It is wholly incorrect to say that the Reagans started a "national conversation" about HIV/AIDS, especially when there is clear indication that is incorrect. What we do have is poster after poster, many made by AIDS activist groups, showing just how much they felt Reagan was at fault for much of the silence around the AIDS epidemic.

Jerry Cleveland/Getty Images

Here's the truth about the national conversation about HIV/AIDS: Activists forced a reluctant government to discuss the epidemic.

Here's the truth about the national conversation about HIV/AIDS: Activists forced a reluctant government to discuss the epidemic.

Groups like the AIDS Coalition to Unleash Power — a group that at its height included thousands of members, many of them living with AIDS — deserve the credit for starting a national conversation about HIV.

"They did nothing to start the national conversation," Jennifer Avril, a member of ACT UP, told Mic. "Activists in Denver, California and New York started the conversation and never stopped, even while Reagan's policies and inaction allowed the deaths of hundreds of thousands of Americans."

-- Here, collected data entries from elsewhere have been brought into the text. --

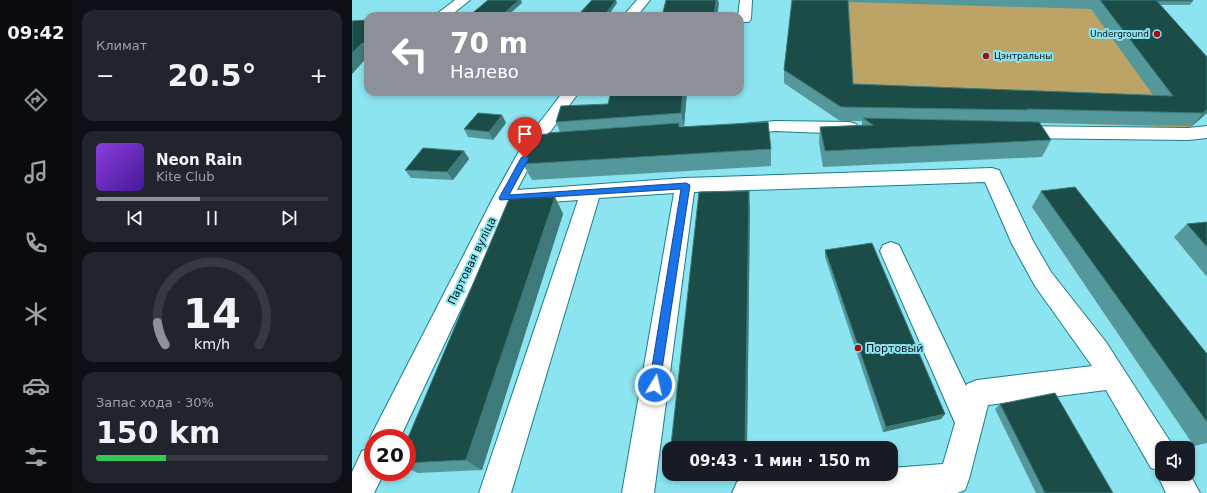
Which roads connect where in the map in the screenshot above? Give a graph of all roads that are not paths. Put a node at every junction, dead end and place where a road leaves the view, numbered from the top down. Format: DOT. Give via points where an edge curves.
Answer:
graph roads {
  1 [pos="464,0"];
  2 [pos="644,0"];
  3 [pos="746,0"];
  4 [pos="448,12"];
  5 [pos="634,12"];
  6 [pos="744,19"];
  7 [pos="568,96"];
  8 [pos="870,128"];
  9 [pos="720,130"];
  10 [pos="997,131"];
  11 [pos="1207,132"];
  12 [pos="556,142"];
  13 [pos="532,144"];
  14 [pos="686,185"];
  15 [pos="590,192"];
  16 [pos="503,198"];
  17 [pos="892,251"];
  18 [pos="1113,376"];
  19 [pos="969,423"];
  20 [pos="389,429"];
  21 [pos="1155,445"];
  22 [pos="364,481"];
  23 [pos="1176,481"];
  24 [pos="821,491"];
  25 [pos="358,493"];
  26 [pos="495,493"];
  27 [pos="638,493"];
  28 [pos="748,493"];
  29 [pos="1184,493"];
  1 -- 4 [label="street"];
  2 -- 5 [label="street"];
  3 -- 6 [label="street"];
  7 -- 13 [label="street, Партовая вуліца"];
  8 -- 9 [label="street" via="775,126"];
  10 -- 11 [label="street" via="1188,134"];
  12 -- 13 [label="street"];
  13 -- 16 [label="street, Партовая вуліца"];
  14 -- 15 [label="street"];
  14 -- 18 [label="street" via="992,175 1022,244 1043,279 1097,350"];
  14 -- 27 [label="street"];
  15 -- 16 [label="street"];
  15 -- 26 [label="street"];
  16 -- 20 [label="street, Партовая вуліца"];
  17 -- 19 [label="street"];
  18 -- 19 [label="street" via="977,393"];
  18 -- 21 [label="street"];
  19 -- 24 [label="street" via="954,479"];
  22 -- 25 [label="street"];
  23 -- 29 [label="street"];
  24 -- 28 [label="street"];
}
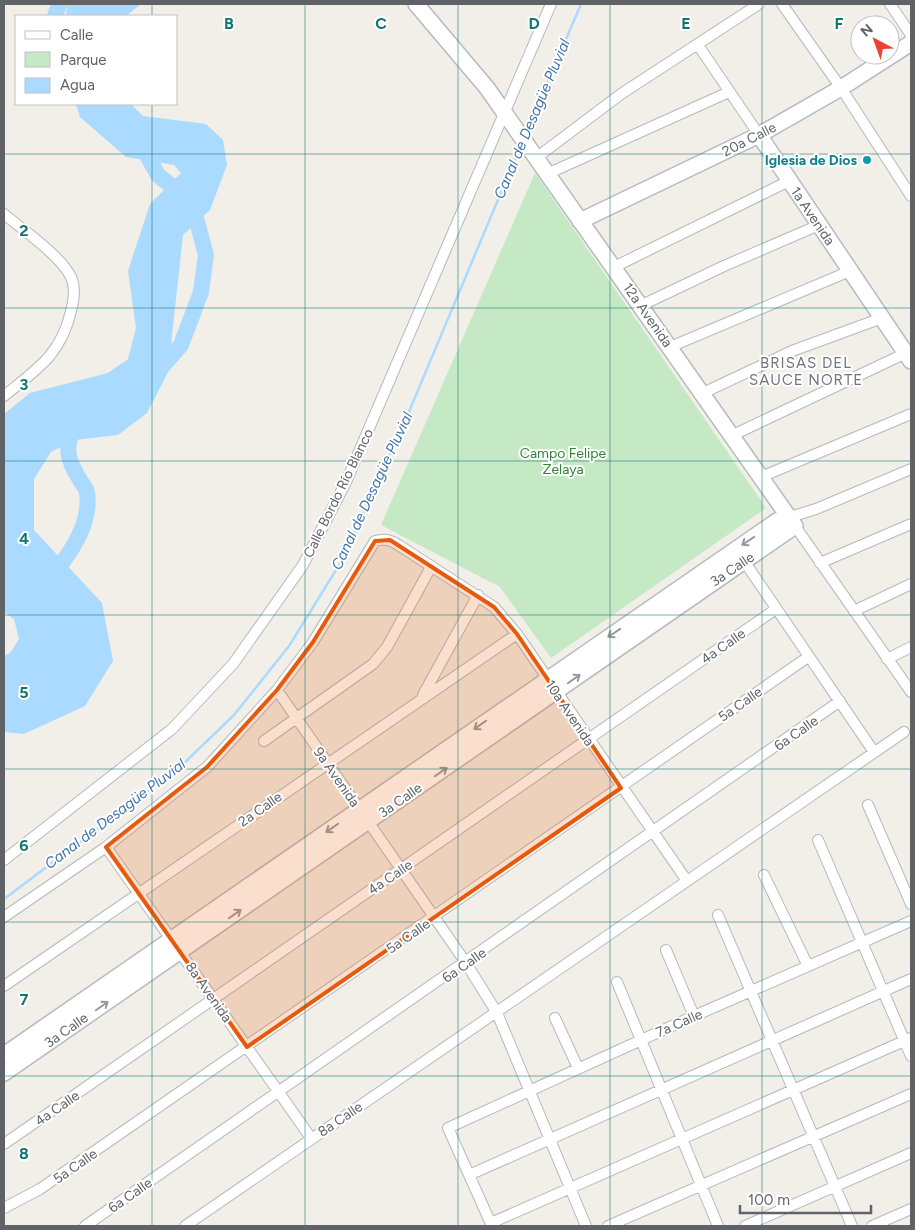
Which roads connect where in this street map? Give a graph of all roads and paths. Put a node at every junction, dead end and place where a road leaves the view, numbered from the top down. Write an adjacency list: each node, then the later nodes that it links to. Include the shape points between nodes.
1 (416, 4): 11 (street, 12a Avenida, via 487,88)
2 (551, 4): 11 (street, Calle Bordo Río Blanco)
3 (759, 4): 8 (street)
4 (782, 4): 9 (street)
5 (890, 4): 6 (street)
6 (911, 35)
7 (911, 43): 9 (street, 20a Calle)
8 (698, 46): 10 (street, 1a Avenida); 13 (street, via 621,94)
9 (841, 88): 12 (street, 20a Calle); 16 (street)
10 (729, 92): 12 (street, 1a Avenida); 14 (street)
11 (504, 114): 13 (street, 12a Avenida); 64 (street, Calle Bordo Río Blanco, via 346,482 303,565 233,664 172,729)
12 (759, 136): 15 (street, 1a Avenida); 18 (street, 20a Calle)
13 (536, 158): 14 (street, 12a Avenida)
14 (547, 174): 18 (street, 12a Avenida)
15 (789, 181): 19 (street, 1a Avenida); 20 (street)
16 (911, 196)
17 (4, 214): 27 (street, via 57,259 71,277 75,294 60,345)
18 (580, 221): 20 (street, 12a Avenida)
19 (819, 225): 21 (street, 1a Avenida); 22 (street)
20 (614, 267): 22 (street, 12a Avenida)
21 (850, 271): 23 (street, 1a Avenida); 24 (street)
22 (640, 306): 24 (street, 12a Avenida)
23 (882, 318): 25 (street, 1a Avenida); 26 (street, via 792,351)
24 (670, 347): 26 (street, 12a Avenida)
25 (908, 357): 29 (street)
26 (703, 392): 29 (street, 12a Avenida)
27 (4, 396)
28 (911, 414): 31 (street)
29 (733, 435): 31 (street, 12a Avenida)
30 (911, 468): 32 (street)
31 (761, 477): 32 (street, 12a Avenida)
32 (793, 522): 34 (street, 3a Calle); 35 (street, 12a Avenida); 45 (street, 3a Calle, one-way to 45, via 777,521)
33 (911, 524): 35 (street)
34 (744, 561): 39 (street); 47 (street, 3a Calle, one-way to 34)
35 (820, 563): 40 (street, 12a Avenida)
36 (431, 568): 38 (street, 10a Avenida, via 440,570); 46 (street, 10a Avenida, via 390,540 375,541 313,642); 51 (street, via 373,664)
37 (911, 584): 40 (street)
38 (478, 595): 41 (street, 10a Avenida, via 494,607); 49 (street)
39 (776, 609): 43 (street); 54 (street, 4a Calle)
40 (854, 611): 44 (street, 12a Avenida)
41 (517, 634): 45 (street, 10a Avenida); 49 (street, 2a Calle)
42 (911, 647): 44 (street)
43 (808, 657): 50 (street); 57 (street, 5a Calle)
44 (887, 659): 48 (street, 12a Avenida)
45 (547, 678): 47 (street, 10a Avenida); 59 (street, 3a Calle, one-way to 59)
46 (277, 690): 51 (street, 9a Avenida); 63 (street, via 207,767)
47 (556, 692): 54 (street, 10a Avenida); 60 (street, 3a Calle, one-way to 47)
48 (911, 692)
49 (421, 698): 56 (street, 2a Calle)
50 (840, 701): 55 (street); 61 (street, 6a Calle)
51 (296, 720): 53 (street); 56 (street, 9a Avenida)
52 (904, 732): 55 (street, 8a Calle)
53 (264, 741)
54 (589, 741): 57 (street, 10a Avenida); 65 (street, 4a Calle)
55 (874, 752): 67 (street, 8a Calle)
56 (327, 763): 59 (street, 9a Avenida); 68 (street, 2a Calle)
57 (621, 788): 61 (street, 10a Avenida); 72 (street, 5a Calle)
58 (868, 805): 69 (street)
59 (360, 810): 60 (street, 9a Avenida); 75 (street, 3a Calle, one-way to 75)
60 (369, 822): 65 (street, 9a Avenida); 75 (street, 3a Calle, one-way to 60)
61 (653, 833): 67 (street, 10a Avenida); 77 (street, 6a Calle)
62 (818, 840): 74 (street)
63 (106, 847): 68 (street, 8a Avenida); 71 (street)
64 (4, 860)
65 (402, 869): 72 (street, 9a Avenida); 84 (street, 4a Calle)
66 (764, 875): 78 (street)
67 (687, 881): 85 (street, 8a Calle)
68 (138, 893): 75 (street, 8a Avenida); 81 (street, 2a Calle)
69 (911, 904)
70 (718, 915): 82 (street)
71 (4, 917)
72 (435, 917): 77 (street, 9a Avenida); 91 (street, 5a Calle)
73 (911, 921): 74 (street, 7a Calle)
74 (863, 942): 78 (street, 7a Calle); 83 (street)
75 (176, 946): 84 (street, 8a Avenida); 92 (street, 3a Calle); 95 (street, 3a Calle, one-way to 75)
76 (666, 950): 86 (street)
77 (466, 963): 85 (street, 9a Avenida); 99 (street, 6a Calle)
78 (808, 966): 82 (street, 7a Calle)
79 (911, 979): 83 (street)
80 (616, 982): 89 (street)
81 (4, 986)
82 (750, 991): 86 (street, 7a Calle); 90 (street)
83 (884, 991): 88 (street); 90 (street)
84 (212, 998): 91 (street, 8a Avenida); 105 (street, 4a Calle)
85 (497, 1013): 98 (street, 9a Avenida); 102 (street, 8a Calle)
86 (694, 1016): 89 (street, 7a Calle)
87 (555, 1018): 94 (street)
88 (908, 1039): 93 (street); 97 (street)
89 (641, 1040): 94 (street, 7a Calle); 96 (street)
90 (772, 1040): 96 (street); 97 (street)
91 (247, 1047): 99 (street, 8a Avenida); 111 (street, 5a Calle, via 40,1189)
92 (4, 1054)
93 (911, 1056)
94 (578, 1068): 98 (street, 7a Calle)
95 (4, 1073)
96 (661, 1090): 103 (street); 104 (street)
97 (793, 1090): 101 (street); 103 (street)
98 (529, 1091): 104 (street, 9a Avenida); 107 (street, 7a Calle, via 448,1128)
99 (278, 1093): 102 (street, 8a Avenida); 114 (street, 6a Calle)
100 (911, 1094): 101 (street)
101 (813, 1137): 108 (street); 109 (street)
102 (311, 1138): 115 (street, 8a Calle)
103 (682, 1139): 108 (street); 110 (street)
104 (550, 1140): 107 (street); 110 (street, 9a Avenida)
105 (4, 1144)
106 (911, 1153): 109 (street)
107 (469, 1175): 113 (street)
108 (701, 1186): 117 (street); 118 (street)
109 (834, 1186): 119 (street); 120 (street)
110 (570, 1188): 113 (street); 116 (street, 9a Avenida)
111 (4, 1208)
112 (911, 1209): 121 (street)
113 (492, 1225)
114 (85, 1226)
115 (185, 1226)
116 (586, 1226)
117 (608, 1226)
118 (718, 1226)
119 (745, 1226)
120 (852, 1226)
121 (872, 1226)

Avril said Clinton needs to learn her "HIV 101" before making any further comments. "I'm disappointed in her," she said.

Alysia Abbott, who took care of her father before his eventual death from an AIDS-related illness in 1992 and wrote about it in the memoir Fairyland, also had a much different recollection of events surrounding the HIV/AIDS conversation. 

"The Reagans did precisely nothing to start a national conversation about AIDS," Abbott told Mic. "They did everything to avoid it."

"One day we we'll look back on those years as a moral low point in this country, a time when those in power turned their backs on the most vulnerable in society ... because these people with HIV and AIDS were other, 'not us,' and somehow not deserving of concern and mobilization."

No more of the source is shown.